▶ _Task directions_
Every line of the material below should be output exactly as written, with the images skipped.

▶ _Information supplied_
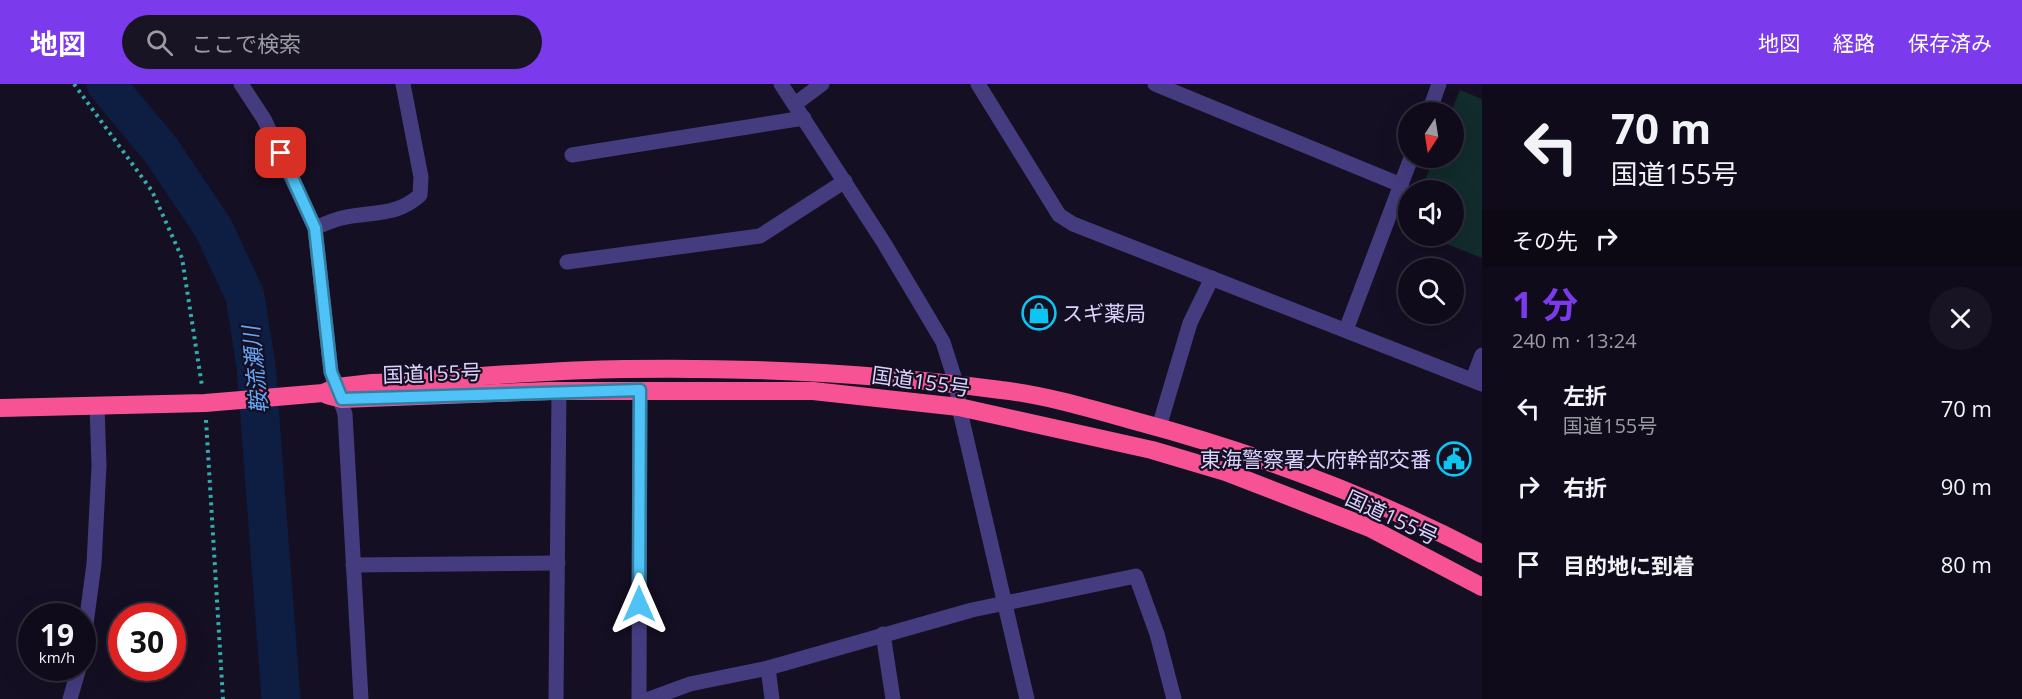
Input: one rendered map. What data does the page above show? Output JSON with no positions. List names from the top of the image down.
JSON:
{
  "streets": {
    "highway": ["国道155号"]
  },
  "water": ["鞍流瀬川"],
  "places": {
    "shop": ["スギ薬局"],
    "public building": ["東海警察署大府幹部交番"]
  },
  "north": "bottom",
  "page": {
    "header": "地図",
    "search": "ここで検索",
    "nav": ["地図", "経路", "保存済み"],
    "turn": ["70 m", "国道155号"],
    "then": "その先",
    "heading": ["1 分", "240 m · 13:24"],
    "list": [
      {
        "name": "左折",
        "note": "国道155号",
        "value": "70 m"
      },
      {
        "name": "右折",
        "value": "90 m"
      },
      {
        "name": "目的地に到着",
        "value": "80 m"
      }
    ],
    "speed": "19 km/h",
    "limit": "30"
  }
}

▶ _Response area_
Input: one rendered map. What data does the page above show? Output JSON with no positions. List names from the top of the image down.
JSON:
{
  "streets": {
    "highway": ["国道155号"]
  },
  "water": ["鞍流瀬川"],
  "places": {
    "shop": ["スギ薬局"],
    "public building": ["東海警察署大府幹部交番"]
  },
  "north": "bottom",
  "page": {
    "header": "地図",
    "search": "ここで検索",
    "nav": ["地図", "経路", "保存済み"],
    "turn": ["70 m", "国道155号"],
    "then": "その先",
    "heading": ["1 分", "240 m · 13:24"],
    "list": [
      {
        "name": "左折",
        "note": "国道155号",
        "value": "70 m"
      },
      {
        "name": "右折",
        "value": "90 m"
      },
      {
        "name": "目的地に到着",
        "value": "80 m"
      }
    ],
    "speed": "19 km/h",
    "limit": "30"
  }
}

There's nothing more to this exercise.